The specific requirements for conversion and their order need to be discussed with a rabbi. One requirement for males who wish to be converted by an Orthodox or Conservative rabbi is circumcision, or brit milah. If a circumcision has already been performed, the Orthodox and Conservative movements require that a drop of blood be drawn as a symbolic circumcision. This ceremony is called Hatafat Dam Brit. The Reform and Reconstructionist movements generally do not require a circumcision as part of the conversion process.


Orthodox and Conservative rabbis require both male and female conversion candidates to immerse themselves in a ritual bath called a mikveh. This ceremony is called tevillah. Reform and Reconstructionist rabbis do not require the use of a mikveh, but some highly recommend it. The mikveh can be any body of natural water, though the term usually refers to a specific pool that is built for the purposes of ritual purification. The equipment used varies according to the mikveh. The immersion ceremony usually starts with cleaning the body as by a shower. The person is covered and the covering removed as the person enters the warm mikveh waters, which are usually about four feet deep. (When the ceremony is done in a public place such as a lake the candidate wears a loose-fitting garment). Blessings are recited and the person goes bends into the water. According to traditional Jewish law, three male witnesses must be present, although this rule has been reinterpreted so that, in some movements, Jewish females can be witnesses. When there are male witnesses and the candidate is female, the witnesses wait outside the mikveh room and are told by a female attendant that the immersion has been completed and the blessings recited.


In ancient times, conversion candidates brought sacrifices or offerings to the Temple in Jerusalem. After the Temple was destroyed, this ceremony disappeared. Jewish law therefore does not require such an offering. However, some rabbis, especially among the Orthodox, mention it as an opportunity to engage in an act of donating money to the poor or another act of charity to make a symbolic offering. This step can voluntarily be added to the conversion process.


Again, particular conversion processes will vary. Frequently, after a Bet Din and the signing of an oath, a Hebrew name is chosen. This is then followed by a visit to a mikveh. At any rate, at some point, you will be asked to pick a Hebrew name. Some male converts choose the Hebrew name Avraham as their new Hebrew first name and some female candidates choose Sarah or Ruth. Since the use of Hebrew names includes mention of the parents’ Hebrew names, and the convert has no Jewish parents, it is common to add “ben Avraham Avinu,” or son of Abraham, our Father. Therefore if a male chooses the Hebrew name Avraham, that male’s full Hebrew name would be Avraham ben Avraham Avinu. For women, the addition is “bat Sarah Imenu,” daughter of Sarah, our Mother. The naming ceremony includes a blessing.


A public ceremony announcing the conversion is becoming more popular, especially among Reform Jews. This ceremony usually involves the convert standing in front of the congregation and giving a speech, most typically about the reasons for converting or the lessons learned through the conversion experience.
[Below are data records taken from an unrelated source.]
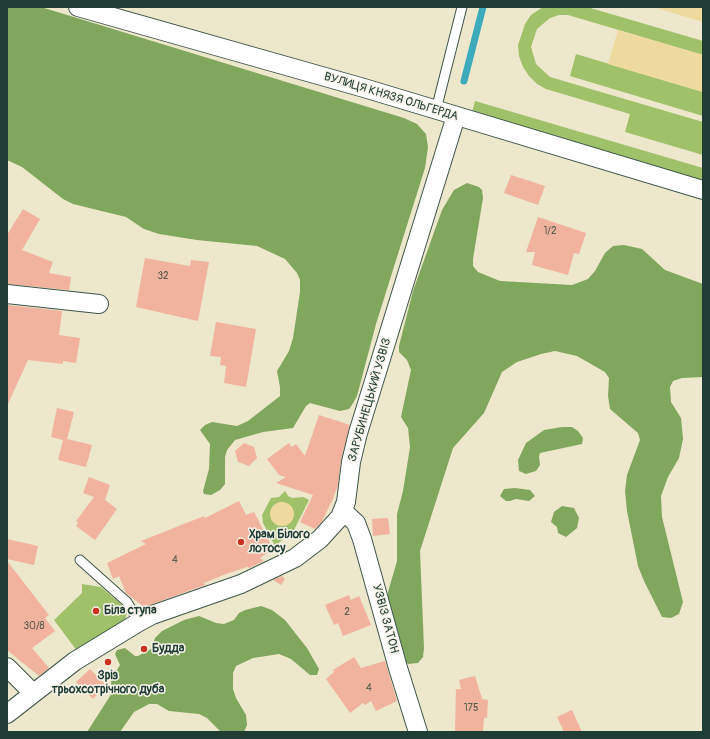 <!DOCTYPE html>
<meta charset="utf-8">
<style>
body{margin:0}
#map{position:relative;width:710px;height:739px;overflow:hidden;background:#ede7cc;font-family:Pangolin,sans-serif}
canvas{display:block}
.frame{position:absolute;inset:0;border:8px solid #1f3d34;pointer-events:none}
</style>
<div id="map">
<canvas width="710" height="739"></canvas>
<div class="frame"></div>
</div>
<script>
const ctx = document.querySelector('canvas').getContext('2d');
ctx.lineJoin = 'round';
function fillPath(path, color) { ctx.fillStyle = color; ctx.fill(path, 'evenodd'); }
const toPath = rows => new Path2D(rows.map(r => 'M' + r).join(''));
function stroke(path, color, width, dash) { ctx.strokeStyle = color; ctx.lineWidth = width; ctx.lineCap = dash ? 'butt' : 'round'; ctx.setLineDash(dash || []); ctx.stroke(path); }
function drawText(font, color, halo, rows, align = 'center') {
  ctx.font = font + ' Pangolin,sans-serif'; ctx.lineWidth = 3; ctx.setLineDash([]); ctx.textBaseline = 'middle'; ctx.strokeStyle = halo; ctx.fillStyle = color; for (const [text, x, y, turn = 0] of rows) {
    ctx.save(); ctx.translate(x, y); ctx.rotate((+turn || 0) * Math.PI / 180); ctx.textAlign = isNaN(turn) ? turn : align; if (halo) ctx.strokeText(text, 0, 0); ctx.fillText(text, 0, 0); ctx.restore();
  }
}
fillPath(toPath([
 [543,7,587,7,703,41,703,55,568,15,559,15,550,18,537,29,531,47,536,64,550,77,703,122,703,155,625,132,630,114,546,89,537,84,529,76,523,67,519,56,518,45,525,24,531,15],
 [576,54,703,92,703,116,570,76],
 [475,101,703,168,703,180,472,112],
 [285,491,288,496,292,498,303,497,309,500,294,530,275,546,263,523,262,515,271,498,279,497],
 [82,584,101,587,122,605,127,612,126,616,125,621,77,651,54,620,82,593]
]), '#a0c169');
fillPath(toPath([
 [7,7,41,7,404,118,417,124,426,134,428,147,425,168,376,324,357,396,352,405,349,409,340,411,310,403,306,406,293,428,263,432,235,440,227,450,225,457,225,484,220,490,211,495,204,494,203,491,209,469,210,444,200,430,205,425,212,422,237,426,248,421,280,396,280,387,277,371,289,351,293,338,300,292,300,280,297,273,285,259,257,246,197,240,159,234,144,229,126,217,73,204,63,199,22,167,7,160],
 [467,183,479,187,482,190,483,198,473,259,473,266,478,272,500,281,572,285,588,279,595,271,605,253,613,246,624,245,642,249,665,270,703,284,703,377,682,378,673,381,670,387,671,402,681,418,683,439,679,458,668,477,661,496,662,517,683,602,679,614,671,618,662,617,644,581,638,566,627,511,625,491,627,475,640,440,638,433,610,409,608,396,609,378,605,372,577,356,555,351,541,354,517,362,502,372,484,413,453,448,420,551,424,648,423,657,418,663,408,664,404,660,388,602,388,592,397,561,397,514,403,491,410,447,408,428,401,417,411,370,407,360,399,352,399,346,413,291,442,210,454,190],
 [562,427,572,427,578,431,583,438,582,444,540,453,539,456,540,465,536,471,526,474,519,471,518,460,526,443,544,430],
 [515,488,530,490,535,496,529,501,516,499,510,501,506,501,500,496,504,489],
 [562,506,574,508,579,518,577,528,566,537,558,533,557,527,551,522,554,512],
 [261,606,272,610,285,620,307,648,319,669,317,675,310,675,291,659,279,654,253,658,236,666,233,673,233,689,236,698,246,715,247,725,244,732,221,732,207,718,199,714,169,711,157,704,149,704,134,712,120,732,87,732,112,693,111,680,120,665,115,654,117,650,125,648,135,656,138,656,151,649,155,638,162,631,184,620,199,616,216,623,224,624,234,620,239,613,245,610]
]), '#80a75d');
fillPath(toPath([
 [653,7,703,7,703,22],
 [618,30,703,55,703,92,608,64],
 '270 514a12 12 0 1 1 24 0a12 12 0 1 1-24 0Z'
]), '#eeda9e');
stroke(toPath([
 [464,81,483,7]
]), '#3eabbd', 7);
fillPath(toPath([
 [511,175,545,186,538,205,504,193],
 [23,209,40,219,22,250,53,262,49,273,71,277,69,290,7,284,7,235],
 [538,217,586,233,579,254,574,253,568,275,532,265,535,252,526,252],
 [145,258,190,266,191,260,209,262,198,321,136,307],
 [7,305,62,311,59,335,80,338,76,363,63,361,63,364,28,360,7,406],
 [216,322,256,329,246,387,224,383,226,366,220,365,221,357,210,356],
 [57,408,74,412,67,439,92,445,86,467,58,460,63,440,51,437],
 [319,415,350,425,341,460,338,485,332,501,321,523,315,529,300,522,313,495,276,483,286,477,279,475,267,459,289,443,292,447,296,444,305,456],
 [244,443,254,447,257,458,249,466,238,462,235,451],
 [89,477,110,485,105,500,117,509,95,540,76,526,78,523,76,521,94,497,83,493],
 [239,501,246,515,254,512,271,545,271,551,260,558,264,561,249,568,247,567,226,574,204,583,205,585,144,607,126,593,119,576,113,579,107,563,146,544,141,541,204,516,205,518],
 [388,518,390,534,373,536,372,519],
 [7,539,38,546,34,565,7,559],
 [7,561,49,615,45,618,55,631,32,648,49,668,39,676,7,650],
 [282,576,285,579,281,585,273,580],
 [349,595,351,600,359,596,371,625,343,636,338,623,334,625,325,605],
 [354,657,361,668,385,661,397,701,376,711,371,701,365,705,363,703,350,713,326,679,334,672,333,670],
 [90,669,106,685,93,699,76,682],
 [475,676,482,699,488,700,487,718,484,718,483,732,455,732,456,689,461,689,459,680],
 [572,710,582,732,564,732,557,717]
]), '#f1b29e');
const lane = toPath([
 [436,110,462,7],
 [80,560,127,602,139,622]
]);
const street = toPath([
 [78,7,364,88,703,190],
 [7,294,99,304],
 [343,511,356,523,362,539,398,668,418,732],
 [7,667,32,692],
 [7,714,75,661,139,622,152,615,241,584,295,558,320,539,340,517,346,502,351,462,358,433,456,116]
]);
stroke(lane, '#3e564b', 11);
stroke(street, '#3e564b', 20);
stroke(lane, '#fff', 9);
stroke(street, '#fff', 18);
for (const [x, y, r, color] of [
 [241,542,4,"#c8321e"],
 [96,611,4,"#c8321e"],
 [144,649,4,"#c8321e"],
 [108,662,4,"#c8321e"]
]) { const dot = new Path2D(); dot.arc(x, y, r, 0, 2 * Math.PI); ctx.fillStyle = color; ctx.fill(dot); stroke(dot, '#f7f3e8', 1.5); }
drawText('10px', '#545a4e', null, [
 ["1/2",550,231],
 ["32",163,276],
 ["4",175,560],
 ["2",347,612],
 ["30/8",34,626],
 ["4",369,688],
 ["175",471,708]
]);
drawText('12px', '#1f3d34', '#f7f3e8', [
 ["ВУЛИЦЯ КНЯЗЯ ОЛЬГЕРДА",391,97,17],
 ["ЗАРУБИНЕЦЬКИЙ УЗВІЗ",370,400,-74],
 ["УЗВІЗ ЗАТОН",385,619,75]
]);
drawText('bold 12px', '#1f3d34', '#f7f3e8', [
 ["Храм Білого",249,535],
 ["лотосу",249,549],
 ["Біла ступа",104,611],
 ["Будда",152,649],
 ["Зріз",108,676,"center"],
 ["трьохсотрічного дуба",108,690,"center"]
], 'left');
</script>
Minors can be converted. In families with a non-Jewish mother and a Jewish father, the child is considered Jewish by the Reform movement if the child is brought up engaging in public acts of identification with Judaism. Orthodox and Conservative Judaism, however, do not regard such a child as legally Jewish. Parents of such children can if they wish have their children converted in infancy because the process is quite simple. While some would consider this a surrender to pressure especially from the Orthodox and refuse to do it, others see it as a way to get recognition of the child’s Jewishness by additional segments of the Jewish people. Reform rabbis often simply have a naming ceremony. Orthodox and Conservative rabbis require the mikveh for a female minor and a circumcision and mikveh for a male minor.